__Prompt__: Filter these entries so that only lines with the word "Мичурина" remain.

** Data under study follows **

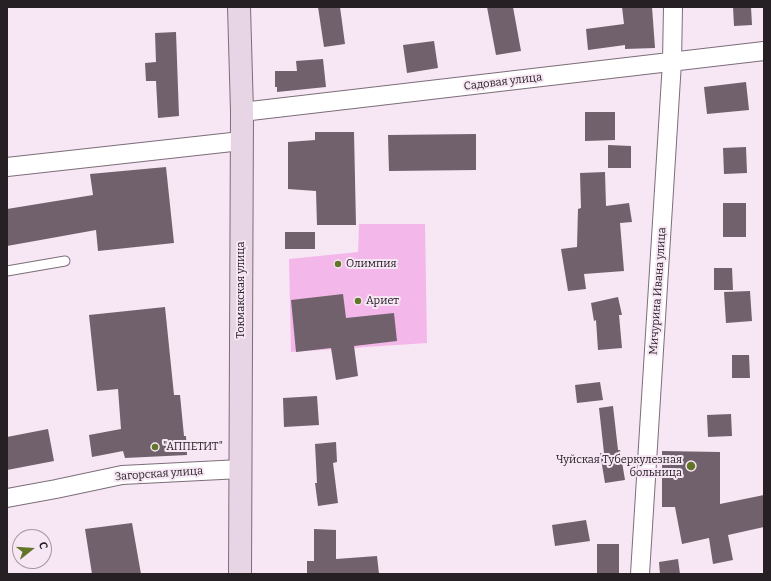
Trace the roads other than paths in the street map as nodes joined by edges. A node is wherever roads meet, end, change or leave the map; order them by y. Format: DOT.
graph roads {
  1 [pos="239,7"];
  2 [pos="673,7"];
  3 [pos="764,51"];
  4 [pos="672,62"];
  5 [pos="242,112"];
  6 [pos="241,141"];
  7 [pos="7,167"];
  8 [pos="65,261"];
  9 [pos="7,271"];
  10 [pos="241,468"];
  11 [pos="7,498"];
  12 [pos="240,574"];
  13 [pos="640,574"];
  1 -- 5 [label="main road, Токмакская улица"];
  2 -- 4 [label="street, Мичурина Ивана улица"];
  3 -- 4 [label="street, Садовая улица"];
  4 -- 5 [label="street, Садовая улица"];
  4 -- 13 [label="street, Мичурина Ивана улица"];
  5 -- 6 [label="main road, Токмакская улица"];
  6 -- 7 [label="street"];
  6 -- 10 [label="main road, Токмакская улица"];
  8 -- 9 [label="lane"];
  10 -- 11 [label="street, Загорская улица"];
  10 -- 12 [label="main road, Токмакская улица"];
}
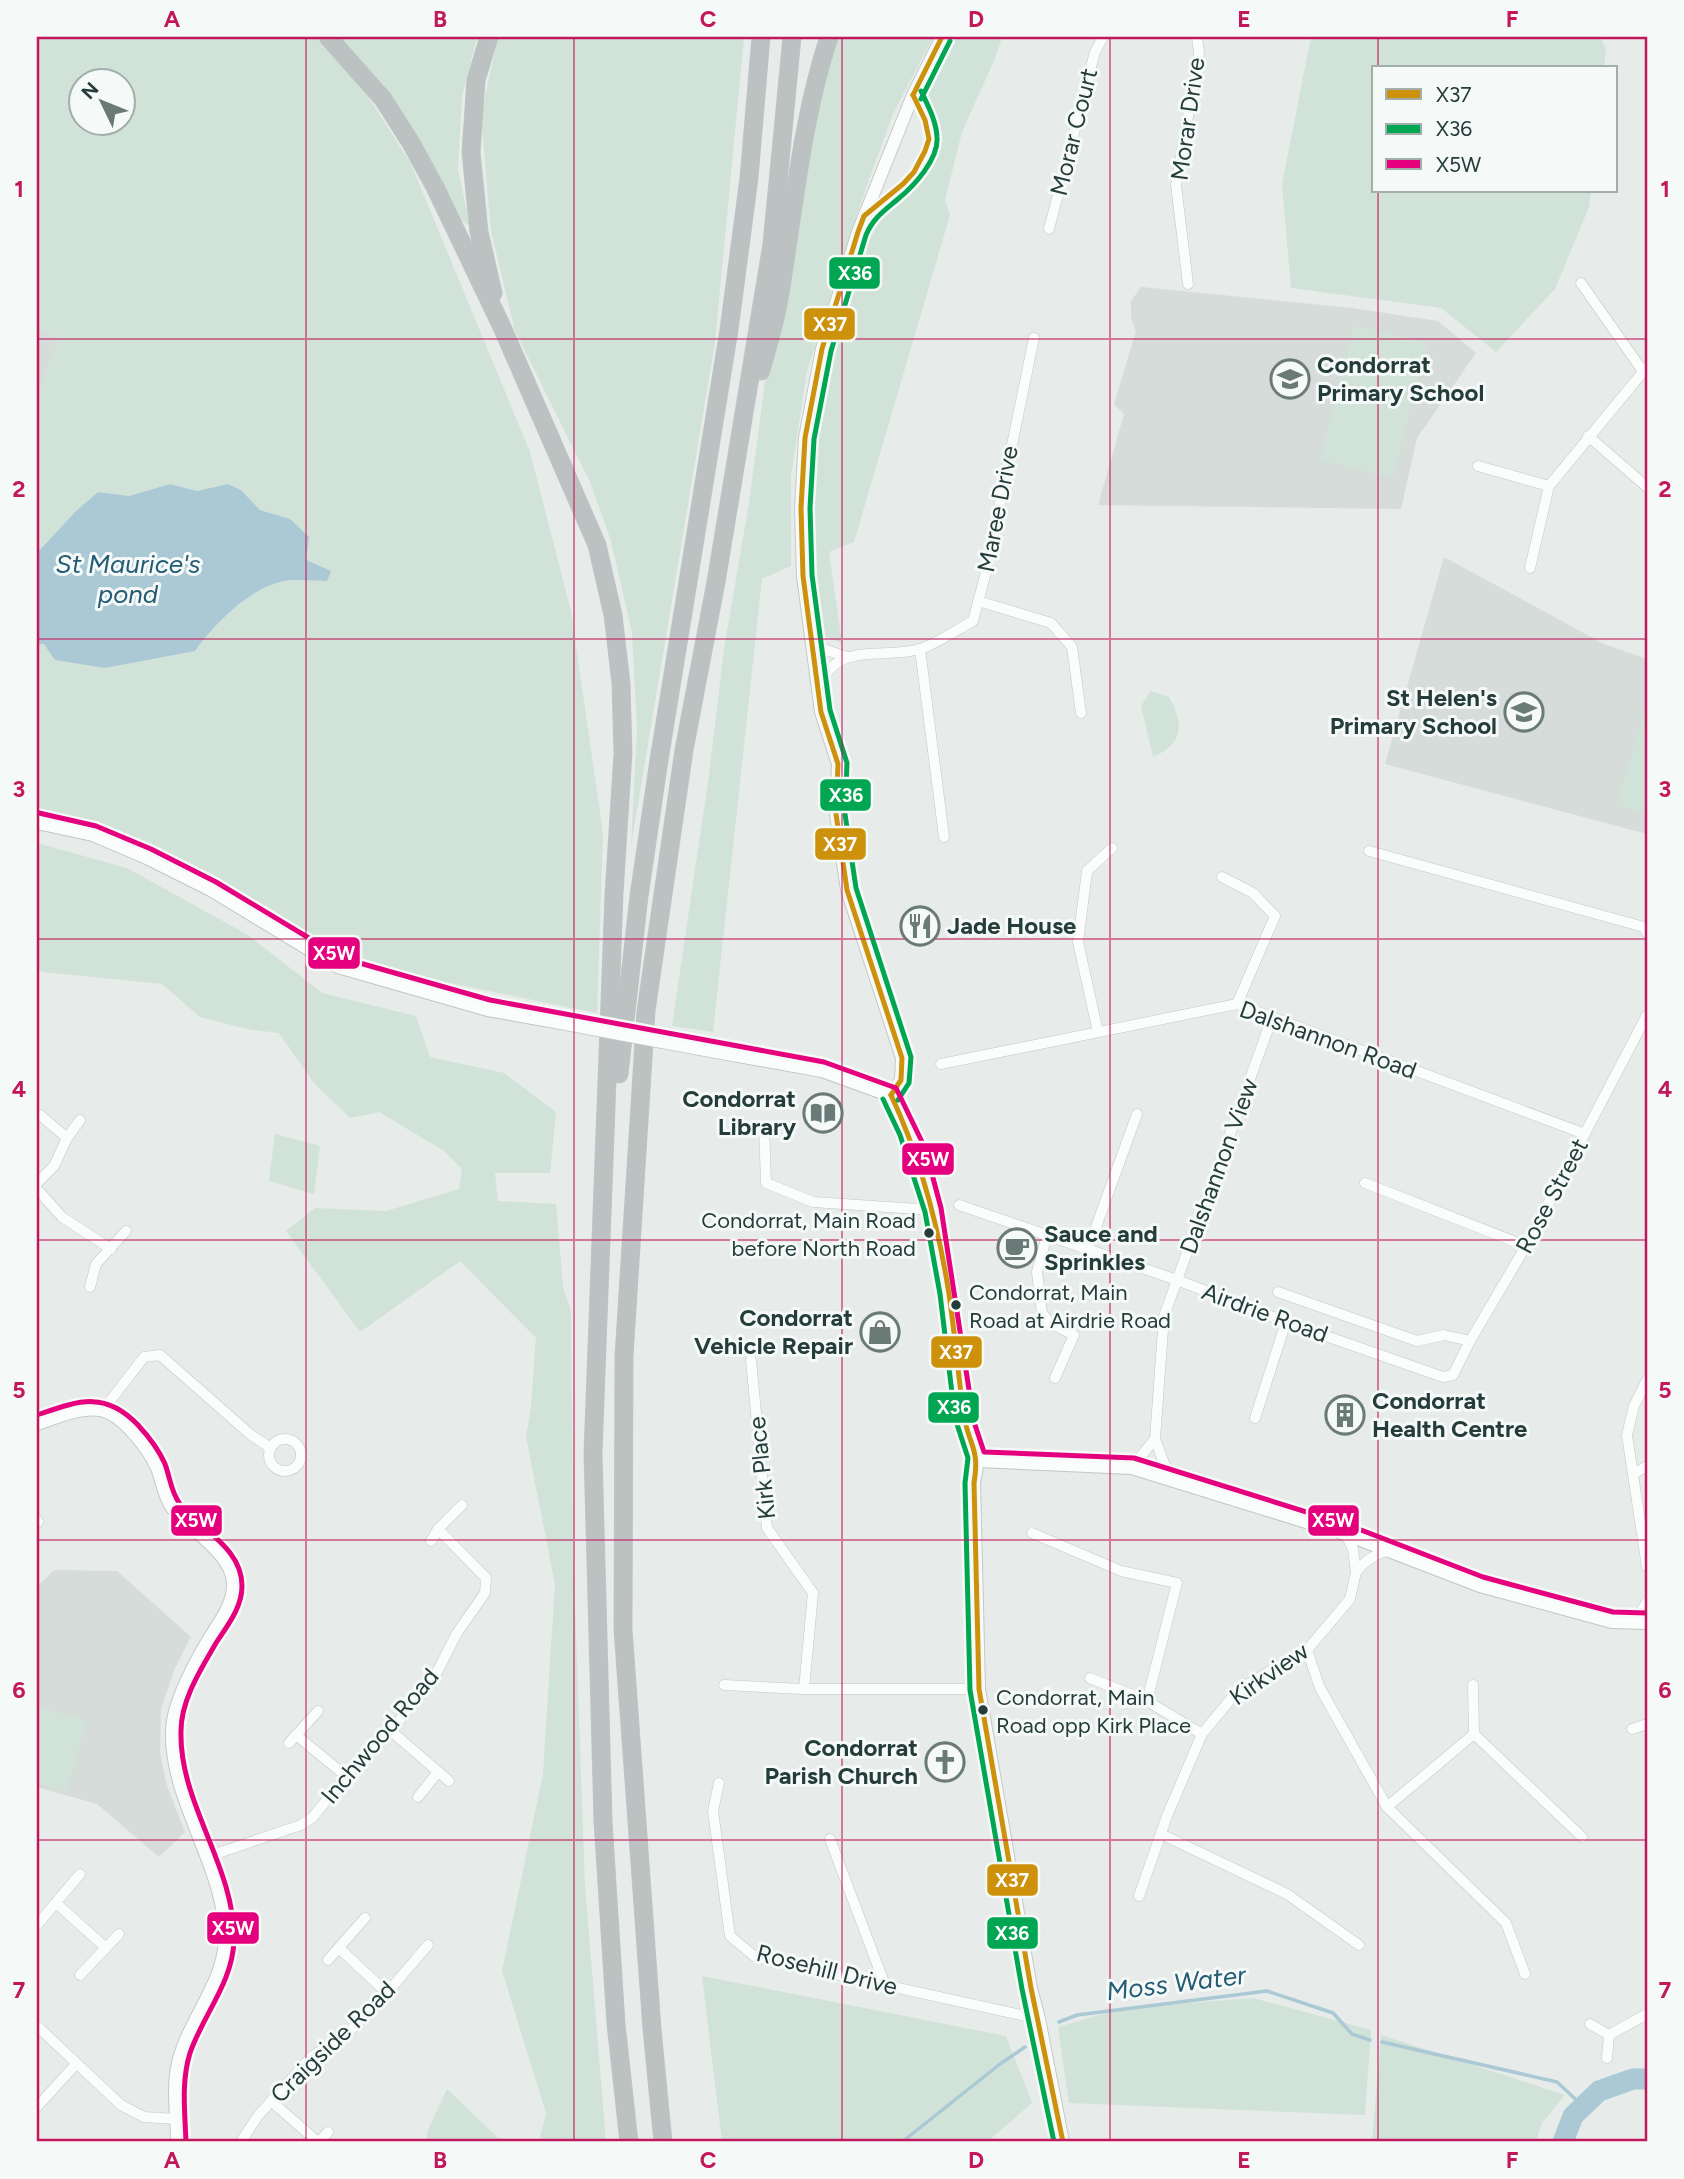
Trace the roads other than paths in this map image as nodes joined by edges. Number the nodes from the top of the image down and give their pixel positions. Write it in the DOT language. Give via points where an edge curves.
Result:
graph roads {
  1 [pos="328,37"];
  2 [pos="489,37"];
  3 [pos="761,37"];
  4 [pos="792,37"];
  5 [pos="829,37"];
  6 [pos="942,37"];
  7 [pos="1103,37"];
  8 [pos="1196,37"];
  9 [pos="1049,229"];
  10 [pos="1581,283"];
  11 [pos="1188,284"];
  12 [pos="502,327"];
  13 [pos="1034,338"];
  14 [pos="1645,368"];
  15 [pos="1588,436"];
  16 [pos="1478,466"];
  17 [pos="732,483"];
  18 [pos="1549,486"];
  19 [pos="1647,487"];
  20 [pos="1530,568"];
  21 [pos="978,601"];
  22 [pos="810,636"];
  23 [pos="920,649"];
  24 [pos="848,657"];
  25 [pos="818,694"];
  26 [pos="1082,713"];
  27 [pos="37,822"];
  28 [pos="944,837"];
  29 [pos="1112,848"];
  30 [pos="1369,850"];
  31 [pos="1222,877"];
  32 [pos="1647,933"];
  33 [pos="1237,1004"];
  34 [pos="1647,1015"];
  35 [pos="1272,1017"];
  36 [pos="1098,1032"];
  37 [pos="941,1064"];
  38 [pos="891,1095"];
  39 [pos="1137,1114"];
  40 [pos="40,1115"];
  41 [pos="80,1120"];
  42 [pos="764,1126"];
  43 [pos="1585,1134"];
  44 [pos="66,1138"];
  45 [pos="37,1182"];
  46 [pos="1365,1183"];
  47 [pos="37,1189"];
  48 [pos="959,1205"];
  49 [pos="604,1206"];
  50 [pos="933,1210"];
  51 [pos="126,1231"];
  52 [pos="1047,1235"];
  53 [pos="1526,1246"];
  54 [pos="111,1249"];
  55 [pos="1088,1249"];
  56 [pos="1177,1280"];
  57 [pos="90,1287"];
  58 [pos="1278,1292"];
  59 [pos="1286,1322"];
  60 [pos="1470,1341"];
  61 [pos="751,1360"];
  62 [pos="1453,1375"];
  63 [pos="1055,1378"];
  64 [pos="1647,1380"];
  65 [pos="103,1410"];
  66 [pos="1255,1418"];
  67 [pos="37,1423"];
  68 [pos="1155,1439"];
  69 [pos="271,1448"];
  70 [pos="978,1460"];
  71 [pos="1647,1466"];
  72 [pos="1132,1467"];
  73 [pos="1633,1474"];
  74 [pos="1170,1479"];
  75 [pos="462,1505"];
  76 [pos="438,1529"];
  77 [pos="1032,1533"];
  78 [pos="1345,1533"];
  79 [pos="431,1541"];
  80 [pos="1391,1550"];
  81 [pos="1647,1567"];
  82 [pos="1356,1572"];
  83 [pos="1647,1602"];
  84 [pos="1641,1623"];
  85 [pos="1307,1650"];
  86 [pos="1090,1678"];
  87 [pos="724,1685"];
  88 [pos="1473,1685"];
  89 [pos="804,1689"];
  90 [pos="979,1689"];
  91 [pos="1147,1700"];
  92 [pos="318,1711"];
  93 [pos="1647,1724"];
  94 [pos="1632,1728"];
  95 [pos="391,1731"];
  96 [pos="1202,1734"];
  97 [pos="1475,1734"];
  98 [pos="438,1772"];
  99 [pos="346,1776"];
  100 [pos="449,1781"];
  101 [pos="719,1783"];
  102 [pos="418,1797"];
  103 [pos="1387,1807"];
  104 [pos="1161,1834"];
  105 [pos="1582,1838"];
  106 [pos="830,1839"];
  107 [pos="206,1857"];
  108 [pos="80,1874"];
  109 [pos="1139,1896"];
  110 [pos="56,1903"];
  111 [pos="365,1918"];
  112 [pos="37,1924"];
  113 [pos="119,1934"];
  114 [pos="428,1945"];
  115 [pos="1359,1945"];
  116 [pos="106,1948"];
  117 [pos="339,1948"];
  118 [pos="328,1960"];
  119 [pos="1525,1974"];
  120 [pos="80,1975"];
  121 [pos="885,1985"];
  122 [pos="387,1993"];
  123 [pos="1647,2014"];
  124 [pos="1040,2019"];
  125 [pos="1590,2024"];
  126 [pos="37,2026"];
  127 [pos="1609,2035"];
  128 [pos="1608,2058"];
  129 [pos="76,2064"];
  130 [pos="271,2101"];
  131 [pos="37,2107"];
  132 [pos="177,2119"];
  133 [pos="328,2132"];
  134 [pos="177,2142"];
  135 [pos="241,2142"];
  136 [pos="318,2142"];
  137 [pos="629,2142"];
  138 [pos="663,2142"];
  139 [pos="1063,2142"];
  1 -- 12 [label="highway" via="383,99 411,143"];
  2 -- 12 [label="highway" via="476,80 471,152 479,232"];
  3 -- 49 [label="highway" via="750,178 639,896"];
  4 -- 17 [label="highway" via="772,244"];
  5 -- 17 [label="highway" via="804,138 779,302"];
  6 -- 22 [label="street" via="912,95 858,232 822,349 805,439 801,508"];
  7 -- 9 [label="street, Morar Court" via="1095,52"];
  8 -- 11 [label="street, Morar Drive" via="1199,53 1176,185"];
  10 -- 14 [label="street"];
  12 -- 49 [label="highway" via="597,545 620,669 623,753"];
  13 -- 21 [label="street, Maree Drive"];
  14 -- 15 [label="street"];
  15 -- 18 [label="street"];
  15 -- 19 [label="street"];
  16 -- 18 [label="street"];
  17 -- 138 [label="highway" via="684,750 646,1011 624,1356 623,1629"];
  18 -- 20 [label="street"];
  21 -- 23 [label="street, Maree Drive" via="973,621"];
  21 -- 26 [label="street" via="1051,623 1072,647"];
  22 -- 24 [label="street" via="820,648"];
  22 -- 25 [label="street"];
  23 -- 24 [label="street, Maree Drive"];
  23 -- 28 [label="street"];
  24 -- 25 [label="street" via="833,664 823,676"];
  25 -- 38 [label="street" via="838,764 836,814 847,890 902,1058 901,1080"];
  27 -- 38 [label="main road, bridge" via="93,834 147,857 211,889 338,965 488,1009 822,1070"];
  29 -- 36 [label="street" via="1087,871 1078,942"];
  30 -- 32 [label="street" via="1644,927"];
  31 -- 33 [label="street" via="1254,893 1275,916"];
  33 -- 35 [label="street, Dalshannon Road"];
  33 -- 36 [label="street, Dalshannon Road"];
  34 -- 43 [label="street, Rose Street"];
  35 -- 43 [label="street, Dalshannon Road"];
  35 -- 56 [label="street, Dalshannon View"];
  36 -- 37 [label="street, Dalshannon Road"];
  38 -- 50 [label="main road" via="917,1151"];
  39 -- 55 [label="street"];
  40 -- 44 [label="street"];
  41 -- 44 [label="street"];
  42 -- 50 [label="street" via="766,1183 813,1202"];
  43 -- 53 [label="street, Rose Street"];
  44 -- 45 [label="street" via="54,1166"];
  46 -- 53 [label="street"];
  47 -- 54 [label="street" via="62,1217"];
  48 -- 52 [label="street, Airdrie Road"];
  49 -- 137 [label="highway" via="593,1453 597,1647 616,2024"];
  50 -- 70 [label="main road" via="965,1424"];
  51 -- 54 [label="street"];
  52 -- 55 [label="street, Airdrie Road"];
  52 -- 63 [label="street" via="1037,1272 1042,1313 1050,1323 1074,1335"];
  53 -- 60 [label="street, Rose Street"];
  54 -- 57 [label="street" via="96,1264"];
  55 -- 56 [label="street, Airdrie Road"];
  56 -- 59 [label="street, Airdrie Road"];
  56 -- 68 [label="street, Dalshannon View" via="1164,1316"];
  58 -- 60 [label="street" via="1417,1341 1444,1335"];
  59 -- 62 [label="street, Airdrie Road" via="1443,1377"];
  59 -- 66 [label="street"];
  60 -- 62 [label="street, Rose Street"];
  61 -- 89 [label="street, Kirk Place" via="767,1528 813,1593"];
  64 -- 73 [label="street" via="1627,1435"];
  65 -- 67 [label="street" via="83,1410"];
  65 -- 69 [label="street" via="144,1357 160,1355"];
  65 -- 107 [label="street" via="140,1441 170,1504 229,1565 233,1576 231,1599 177,1703 172,1729 173,1758"];
  68 -- 72 [label="street"];
  68 -- 74 [label="street, Dalshannon View"];
  70 -- 72 [label="main road"];
  70 -- 90 [label="street" via="974,1483"];
  71 -- 73 [label="street"];
  72 -- 74 [label="main road"];
  73 -- 81 [label="street"];
  74 -- 78 [label="main road"];
  75 -- 76 [label="street"];
  76 -- 79 [label="street"];
  76 -- 95 [label="street, Inchwood Road" via="486,1578 485,1593 435,1676"];
  77 -- 91 [label="street" via="1121,1571 1177,1583"];
  78 -- 80 [label="main road"];
  78 -- 82 [label="street"];
  80 -- 82 [label="street" via="1365,1561"];
  80 -- 84 [label="main road" via="1480,1585 1587,1615"];
  82 -- 85 [label="street, Kirkview" via="1350,1599"];
  83 -- 84 [label="street"];
  85 -- 96 [label="street, Kirkview" via="1235,1694"];
  85 -- 103 [label="street" via="1320,1688"];
  86 -- 91 [label="street"];
  87 -- 89 [label="street"];
  88 -- 97 [label="street"];
  89 -- 90 [label="street"];
  90 -- 124 [label="street"];
  91 -- 96 [label="street"];
  92 -- 99 [label="street" via="293,1739"];
  93 -- 94 [label="street"];
  95 -- 98 [label="street"];
  95 -- 99 [label="street, Inchwood Road"];
  96 -- 104 [label="street, Kirkview"];
  97 -- 103 [label="street"];
  97 -- 105 [label="street"];
  98 -- 100 [label="street"];
  98 -- 102 [label="street"];
  99 -- 107 [label="street, Inchwood Road" via="301,1825"];
  101 -- 121 [label="street, Rosehill Drive" via="713,1811 730,1936 754,1956"];
  103 -- 119 [label="street" via="1506,1923"];
  104 -- 109 [label="street, Kirkview"];
  104 -- 115 [label="street" via="1287,1895"];
  106 -- 121 [label="street"];
  107 -- 132 [label="street" via="224,1911 225,1941 220,1969 177,2064"];
  108 -- 110 [label="street"];
  110 -- 112 [label="street"];
  110 -- 116 [label="street"];
  111 -- 117 [label="street"];
  113 -- 116 [label="street"];
  114 -- 122 [label="street, Craigside Road"];
  116 -- 120 [label="street"];
  117 -- 118 [label="street"];
  117 -- 122 [label="street"];
  121 -- 124 [label="street, Rosehill Drive"];
  122 -- 130 [label="street, Craigside Road" via="347,2034 311,2057"];
  123 -- 127 [label="street"];
  124 -- 139 [label="street"];
  125 -- 127 [label="street"];
  126 -- 129 [label="street"];
  127 -- 128 [label="street"];
  129 -- 131 [label="street"];
  129 -- 132 [label="street" via="121,2105 144,2117"];
  130 -- 135 [label="street, Craigside Road"];
  130 -- 136 [label="street"];
  132 -- 134 [label="street"];
  133 -- 136 [label="street"];
}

** End of Data under study **

__Exercise answer__:
  2 -- 4 [label="street, Мичурина Ивана улица"];
  4 -- 13 [label="street, Мичурина Ивана улица"];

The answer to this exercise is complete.